Dual Eligibility: Medicare and Medicaid Together
If you’re enrolled in both Medicare (dual eligible), Medicare pays first for covered services. For HBOT covering an FDA-approved indication, Medicare covers 80% of the approved amount. Medicaid may cover the 20% coinsurance — but only depending on your state and specific plan.
Some dual-eligible beneficiaries are enrolled in Medicare Advantage plans, which have different coverage rules than traditional Medicare. If you have Medicare Advantage, verify with that plan’s authorization team separately.
See our general insurance and HBOT guide for the broader coverage picture, and our Medicare HBOT conditions page for the specific covered diagnoses.

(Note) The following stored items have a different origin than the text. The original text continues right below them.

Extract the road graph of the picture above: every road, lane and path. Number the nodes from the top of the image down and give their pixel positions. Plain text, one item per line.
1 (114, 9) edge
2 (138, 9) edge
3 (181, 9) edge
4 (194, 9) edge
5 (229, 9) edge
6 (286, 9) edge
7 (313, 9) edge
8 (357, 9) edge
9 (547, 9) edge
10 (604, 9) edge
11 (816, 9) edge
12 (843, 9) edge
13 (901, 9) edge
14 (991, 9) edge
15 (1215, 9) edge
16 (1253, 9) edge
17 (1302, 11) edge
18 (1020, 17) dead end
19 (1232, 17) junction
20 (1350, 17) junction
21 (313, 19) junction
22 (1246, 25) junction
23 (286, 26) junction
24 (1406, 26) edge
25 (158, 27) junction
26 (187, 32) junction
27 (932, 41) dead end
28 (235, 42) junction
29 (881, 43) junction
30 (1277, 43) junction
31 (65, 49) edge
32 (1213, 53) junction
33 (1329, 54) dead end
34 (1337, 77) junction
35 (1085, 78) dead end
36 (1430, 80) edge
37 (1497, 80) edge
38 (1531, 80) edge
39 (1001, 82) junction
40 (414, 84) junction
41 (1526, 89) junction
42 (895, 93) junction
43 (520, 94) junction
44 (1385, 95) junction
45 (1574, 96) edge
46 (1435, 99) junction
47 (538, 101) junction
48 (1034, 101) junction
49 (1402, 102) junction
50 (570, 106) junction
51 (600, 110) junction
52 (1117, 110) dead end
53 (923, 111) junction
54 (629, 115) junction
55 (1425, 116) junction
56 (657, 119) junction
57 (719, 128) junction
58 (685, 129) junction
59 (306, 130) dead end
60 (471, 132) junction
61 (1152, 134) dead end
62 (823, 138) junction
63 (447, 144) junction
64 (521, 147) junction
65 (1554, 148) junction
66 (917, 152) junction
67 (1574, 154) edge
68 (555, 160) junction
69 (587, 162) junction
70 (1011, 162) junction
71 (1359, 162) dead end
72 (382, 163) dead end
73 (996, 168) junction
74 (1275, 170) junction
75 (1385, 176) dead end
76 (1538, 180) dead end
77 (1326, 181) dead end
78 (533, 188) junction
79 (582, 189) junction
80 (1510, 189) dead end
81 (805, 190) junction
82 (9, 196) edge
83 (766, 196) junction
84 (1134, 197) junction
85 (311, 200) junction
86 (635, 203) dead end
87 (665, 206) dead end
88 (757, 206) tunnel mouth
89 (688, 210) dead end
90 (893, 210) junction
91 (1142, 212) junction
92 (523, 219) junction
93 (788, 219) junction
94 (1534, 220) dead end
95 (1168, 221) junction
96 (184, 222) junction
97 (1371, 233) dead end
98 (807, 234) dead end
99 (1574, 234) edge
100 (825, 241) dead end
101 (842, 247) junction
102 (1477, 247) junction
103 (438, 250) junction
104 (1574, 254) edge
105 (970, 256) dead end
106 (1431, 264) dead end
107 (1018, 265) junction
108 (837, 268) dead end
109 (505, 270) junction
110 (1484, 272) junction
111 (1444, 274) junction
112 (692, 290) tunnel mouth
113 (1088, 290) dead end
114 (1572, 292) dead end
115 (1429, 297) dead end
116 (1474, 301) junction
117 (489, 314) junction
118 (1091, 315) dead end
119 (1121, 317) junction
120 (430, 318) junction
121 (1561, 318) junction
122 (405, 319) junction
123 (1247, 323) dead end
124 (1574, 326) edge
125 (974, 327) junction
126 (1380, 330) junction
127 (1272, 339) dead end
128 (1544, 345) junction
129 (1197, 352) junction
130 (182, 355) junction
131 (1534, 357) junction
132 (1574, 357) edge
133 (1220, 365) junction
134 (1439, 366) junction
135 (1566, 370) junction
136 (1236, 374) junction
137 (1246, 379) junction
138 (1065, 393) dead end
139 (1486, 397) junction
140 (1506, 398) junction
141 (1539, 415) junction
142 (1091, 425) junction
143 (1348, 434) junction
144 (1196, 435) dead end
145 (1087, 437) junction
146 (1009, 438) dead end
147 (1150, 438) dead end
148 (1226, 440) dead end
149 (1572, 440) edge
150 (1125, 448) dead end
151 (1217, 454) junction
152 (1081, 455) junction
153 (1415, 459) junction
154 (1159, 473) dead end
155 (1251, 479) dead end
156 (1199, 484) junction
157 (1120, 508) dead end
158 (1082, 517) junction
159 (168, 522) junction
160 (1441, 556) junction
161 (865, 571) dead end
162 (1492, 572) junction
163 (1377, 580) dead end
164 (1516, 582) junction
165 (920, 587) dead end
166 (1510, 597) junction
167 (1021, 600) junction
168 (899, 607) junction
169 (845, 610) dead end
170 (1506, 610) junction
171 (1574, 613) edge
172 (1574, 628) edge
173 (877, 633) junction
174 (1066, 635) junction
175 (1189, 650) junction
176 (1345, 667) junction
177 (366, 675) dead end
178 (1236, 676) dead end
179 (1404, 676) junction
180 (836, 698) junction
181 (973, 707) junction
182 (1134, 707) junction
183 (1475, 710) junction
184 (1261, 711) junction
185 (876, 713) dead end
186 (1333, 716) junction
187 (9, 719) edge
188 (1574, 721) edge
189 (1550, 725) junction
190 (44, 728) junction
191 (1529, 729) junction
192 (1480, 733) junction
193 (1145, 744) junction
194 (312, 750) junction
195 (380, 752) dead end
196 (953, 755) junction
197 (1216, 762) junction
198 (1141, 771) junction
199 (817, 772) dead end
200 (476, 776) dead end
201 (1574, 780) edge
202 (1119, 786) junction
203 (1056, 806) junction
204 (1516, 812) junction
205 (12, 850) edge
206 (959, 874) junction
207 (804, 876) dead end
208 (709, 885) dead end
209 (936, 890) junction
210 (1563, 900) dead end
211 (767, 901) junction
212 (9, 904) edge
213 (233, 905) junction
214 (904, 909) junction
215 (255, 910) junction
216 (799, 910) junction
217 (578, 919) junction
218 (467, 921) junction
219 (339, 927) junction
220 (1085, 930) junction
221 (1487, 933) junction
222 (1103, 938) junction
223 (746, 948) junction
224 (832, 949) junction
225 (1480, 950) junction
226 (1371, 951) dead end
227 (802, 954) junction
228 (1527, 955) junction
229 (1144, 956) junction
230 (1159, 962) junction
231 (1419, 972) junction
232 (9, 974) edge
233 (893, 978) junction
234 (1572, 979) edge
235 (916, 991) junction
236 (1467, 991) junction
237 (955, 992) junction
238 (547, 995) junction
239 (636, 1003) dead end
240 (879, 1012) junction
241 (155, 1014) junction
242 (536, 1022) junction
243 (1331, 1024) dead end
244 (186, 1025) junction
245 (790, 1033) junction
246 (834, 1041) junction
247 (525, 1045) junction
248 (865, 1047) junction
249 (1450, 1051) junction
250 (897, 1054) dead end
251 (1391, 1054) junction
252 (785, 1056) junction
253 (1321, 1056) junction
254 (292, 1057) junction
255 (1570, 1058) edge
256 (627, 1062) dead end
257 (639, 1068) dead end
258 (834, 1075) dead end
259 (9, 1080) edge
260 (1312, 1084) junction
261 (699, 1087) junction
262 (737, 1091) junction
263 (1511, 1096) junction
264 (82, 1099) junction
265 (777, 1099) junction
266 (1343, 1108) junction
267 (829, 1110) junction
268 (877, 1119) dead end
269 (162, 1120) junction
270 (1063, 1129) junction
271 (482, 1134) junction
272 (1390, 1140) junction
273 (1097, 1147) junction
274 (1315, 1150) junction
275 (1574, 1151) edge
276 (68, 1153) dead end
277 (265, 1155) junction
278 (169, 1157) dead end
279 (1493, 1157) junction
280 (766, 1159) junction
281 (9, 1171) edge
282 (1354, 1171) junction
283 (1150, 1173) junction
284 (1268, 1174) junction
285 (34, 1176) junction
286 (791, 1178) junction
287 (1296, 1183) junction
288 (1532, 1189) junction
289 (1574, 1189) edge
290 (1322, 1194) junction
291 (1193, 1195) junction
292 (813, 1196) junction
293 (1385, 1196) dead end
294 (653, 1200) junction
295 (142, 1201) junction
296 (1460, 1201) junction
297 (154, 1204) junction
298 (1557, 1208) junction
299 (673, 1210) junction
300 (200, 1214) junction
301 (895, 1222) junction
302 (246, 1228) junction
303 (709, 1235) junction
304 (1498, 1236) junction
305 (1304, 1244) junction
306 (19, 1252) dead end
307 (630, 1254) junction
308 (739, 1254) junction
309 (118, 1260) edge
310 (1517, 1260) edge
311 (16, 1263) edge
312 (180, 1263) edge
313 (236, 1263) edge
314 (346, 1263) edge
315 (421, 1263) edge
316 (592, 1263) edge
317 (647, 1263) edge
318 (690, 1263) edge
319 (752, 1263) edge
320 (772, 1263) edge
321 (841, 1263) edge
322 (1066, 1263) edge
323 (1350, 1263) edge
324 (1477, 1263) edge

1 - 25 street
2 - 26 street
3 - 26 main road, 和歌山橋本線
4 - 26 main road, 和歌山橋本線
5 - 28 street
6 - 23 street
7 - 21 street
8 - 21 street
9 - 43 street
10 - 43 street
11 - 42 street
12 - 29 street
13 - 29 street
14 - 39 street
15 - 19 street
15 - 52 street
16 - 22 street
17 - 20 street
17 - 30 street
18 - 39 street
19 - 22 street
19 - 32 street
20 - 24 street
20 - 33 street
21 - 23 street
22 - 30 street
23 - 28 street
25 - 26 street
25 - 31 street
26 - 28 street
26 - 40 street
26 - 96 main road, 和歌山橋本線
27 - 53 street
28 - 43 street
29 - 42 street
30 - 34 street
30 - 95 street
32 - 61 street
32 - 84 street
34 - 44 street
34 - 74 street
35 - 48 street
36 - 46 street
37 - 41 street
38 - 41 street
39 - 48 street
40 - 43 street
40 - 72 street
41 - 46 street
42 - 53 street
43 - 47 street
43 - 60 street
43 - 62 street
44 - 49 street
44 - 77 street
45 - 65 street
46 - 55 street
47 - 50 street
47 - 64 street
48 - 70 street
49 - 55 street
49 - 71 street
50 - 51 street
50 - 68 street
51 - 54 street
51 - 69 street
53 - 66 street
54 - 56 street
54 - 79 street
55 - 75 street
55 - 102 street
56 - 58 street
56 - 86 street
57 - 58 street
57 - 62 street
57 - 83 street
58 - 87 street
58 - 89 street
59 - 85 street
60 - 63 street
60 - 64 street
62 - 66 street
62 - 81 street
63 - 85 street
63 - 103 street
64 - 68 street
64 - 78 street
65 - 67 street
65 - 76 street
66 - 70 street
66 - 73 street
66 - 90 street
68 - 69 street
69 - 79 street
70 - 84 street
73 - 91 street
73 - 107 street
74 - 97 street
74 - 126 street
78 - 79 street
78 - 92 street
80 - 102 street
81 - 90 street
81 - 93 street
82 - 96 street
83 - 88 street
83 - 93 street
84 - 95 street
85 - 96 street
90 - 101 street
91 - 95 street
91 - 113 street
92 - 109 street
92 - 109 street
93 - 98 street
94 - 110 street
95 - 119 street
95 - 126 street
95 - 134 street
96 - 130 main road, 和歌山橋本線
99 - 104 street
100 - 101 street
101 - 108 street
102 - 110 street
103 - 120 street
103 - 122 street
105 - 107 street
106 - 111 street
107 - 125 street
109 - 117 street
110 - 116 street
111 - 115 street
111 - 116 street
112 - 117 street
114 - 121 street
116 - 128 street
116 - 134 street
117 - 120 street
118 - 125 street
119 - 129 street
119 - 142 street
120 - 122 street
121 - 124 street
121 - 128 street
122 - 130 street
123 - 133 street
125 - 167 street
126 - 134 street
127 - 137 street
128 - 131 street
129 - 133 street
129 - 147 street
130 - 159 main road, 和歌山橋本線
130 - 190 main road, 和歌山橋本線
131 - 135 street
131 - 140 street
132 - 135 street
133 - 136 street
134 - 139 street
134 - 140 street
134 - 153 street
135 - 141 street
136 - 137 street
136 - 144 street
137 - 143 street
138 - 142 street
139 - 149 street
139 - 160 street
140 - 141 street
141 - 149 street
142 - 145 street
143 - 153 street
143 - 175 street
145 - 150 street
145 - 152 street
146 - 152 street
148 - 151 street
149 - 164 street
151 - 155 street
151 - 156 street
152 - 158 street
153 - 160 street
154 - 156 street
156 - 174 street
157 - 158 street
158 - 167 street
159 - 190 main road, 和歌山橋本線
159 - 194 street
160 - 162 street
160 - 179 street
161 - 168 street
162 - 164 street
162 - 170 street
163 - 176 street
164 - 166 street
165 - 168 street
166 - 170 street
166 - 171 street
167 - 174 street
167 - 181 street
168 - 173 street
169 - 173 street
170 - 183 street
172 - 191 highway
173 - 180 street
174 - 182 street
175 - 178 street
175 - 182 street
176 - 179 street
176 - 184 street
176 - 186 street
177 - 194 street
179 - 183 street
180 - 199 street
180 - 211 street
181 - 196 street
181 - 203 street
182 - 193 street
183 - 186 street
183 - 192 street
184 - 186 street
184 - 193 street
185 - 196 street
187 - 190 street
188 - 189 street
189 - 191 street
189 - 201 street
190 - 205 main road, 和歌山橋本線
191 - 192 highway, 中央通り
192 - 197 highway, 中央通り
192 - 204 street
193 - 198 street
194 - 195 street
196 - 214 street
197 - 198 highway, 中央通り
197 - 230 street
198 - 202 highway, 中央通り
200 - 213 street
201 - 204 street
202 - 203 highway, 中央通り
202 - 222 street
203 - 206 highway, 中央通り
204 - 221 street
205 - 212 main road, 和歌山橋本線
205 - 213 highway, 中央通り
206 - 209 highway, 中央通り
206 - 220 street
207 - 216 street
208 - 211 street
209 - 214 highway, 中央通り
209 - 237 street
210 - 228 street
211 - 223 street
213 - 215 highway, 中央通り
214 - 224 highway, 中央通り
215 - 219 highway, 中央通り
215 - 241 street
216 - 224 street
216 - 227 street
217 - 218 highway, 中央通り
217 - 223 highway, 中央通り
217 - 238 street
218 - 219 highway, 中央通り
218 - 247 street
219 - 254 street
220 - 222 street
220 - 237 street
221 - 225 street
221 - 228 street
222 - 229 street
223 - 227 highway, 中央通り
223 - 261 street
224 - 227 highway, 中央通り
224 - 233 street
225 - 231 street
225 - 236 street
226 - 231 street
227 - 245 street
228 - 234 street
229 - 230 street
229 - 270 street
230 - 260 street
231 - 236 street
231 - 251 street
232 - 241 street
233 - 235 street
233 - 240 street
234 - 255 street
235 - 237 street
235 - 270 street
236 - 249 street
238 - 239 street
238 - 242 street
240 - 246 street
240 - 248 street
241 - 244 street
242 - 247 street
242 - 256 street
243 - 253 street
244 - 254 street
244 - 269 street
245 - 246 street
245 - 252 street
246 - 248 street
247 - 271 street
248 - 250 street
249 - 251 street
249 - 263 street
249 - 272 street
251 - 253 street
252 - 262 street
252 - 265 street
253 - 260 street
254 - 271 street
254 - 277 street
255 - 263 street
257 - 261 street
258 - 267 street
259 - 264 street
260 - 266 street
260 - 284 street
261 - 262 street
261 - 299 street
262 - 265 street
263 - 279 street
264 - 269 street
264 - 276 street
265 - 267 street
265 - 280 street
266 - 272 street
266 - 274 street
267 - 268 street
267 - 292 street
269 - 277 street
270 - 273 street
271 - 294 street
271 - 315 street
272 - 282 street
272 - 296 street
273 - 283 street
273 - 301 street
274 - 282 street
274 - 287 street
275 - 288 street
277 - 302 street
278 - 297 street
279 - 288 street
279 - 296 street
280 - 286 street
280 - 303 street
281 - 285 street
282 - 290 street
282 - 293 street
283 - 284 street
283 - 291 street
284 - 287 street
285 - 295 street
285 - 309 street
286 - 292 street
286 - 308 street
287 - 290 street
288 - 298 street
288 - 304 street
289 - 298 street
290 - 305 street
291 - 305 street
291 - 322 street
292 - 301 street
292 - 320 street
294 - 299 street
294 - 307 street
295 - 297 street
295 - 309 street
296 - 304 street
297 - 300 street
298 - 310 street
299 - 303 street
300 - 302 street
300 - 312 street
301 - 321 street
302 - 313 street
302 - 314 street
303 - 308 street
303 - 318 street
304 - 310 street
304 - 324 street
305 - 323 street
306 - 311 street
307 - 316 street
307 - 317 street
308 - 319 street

Veterans and State Programs
A handful of states have passed legislation related to HBOT coverage for veterans through state Medicaid or dedicated state programs separate from federal Medicaid. If you’re a veteran, see our veterans HBOT guide for options beyond standard Medicaid, including VA coverage and state-specific programs.
FAQ
My doctor prescribed HBOT. Will Medicaid automatically cover it? A prescription alone doesn’t guarantee coverage. You need to verify coverage with your MCO, obtain prior authorization, and confirm the facility is Medicaid-enrolled before treatment starts.
Can I appeal a Medicaid HBOT denial? Yes. Medicaid coverage denials can be appealed. Your denial notice should include appeal instructions and deadlines. Appeals are often successful when the clinical documentation is complete and the indication clearly meets coverage criteria.
What if my state Medicaid doesn’t cover HBOT for my condition? For off-label conditions, no Medicaid pathway exists. Your options are out-of-pocket payment, clinical trials that may cover HBOT costs, or VA programs if you’re a veteran. See HBOT clinical trials for trial options.
Are Medicaid rates published somewhere? State Medicaid fee schedules are public records. Search “[your state] Medicaid fee schedule hyperbaric oxygen” or contact your state Medicaid office. Rates change annually.
Medical Disclaimer: The content on this page is for informational purposes only. It is not medical advice and does not create a doctor-patient relationship. Insurance coverage determinations depend on your specific plan, diagnosis, and documentation. Always verify coverage with your insurer and get prior authorization before treatment.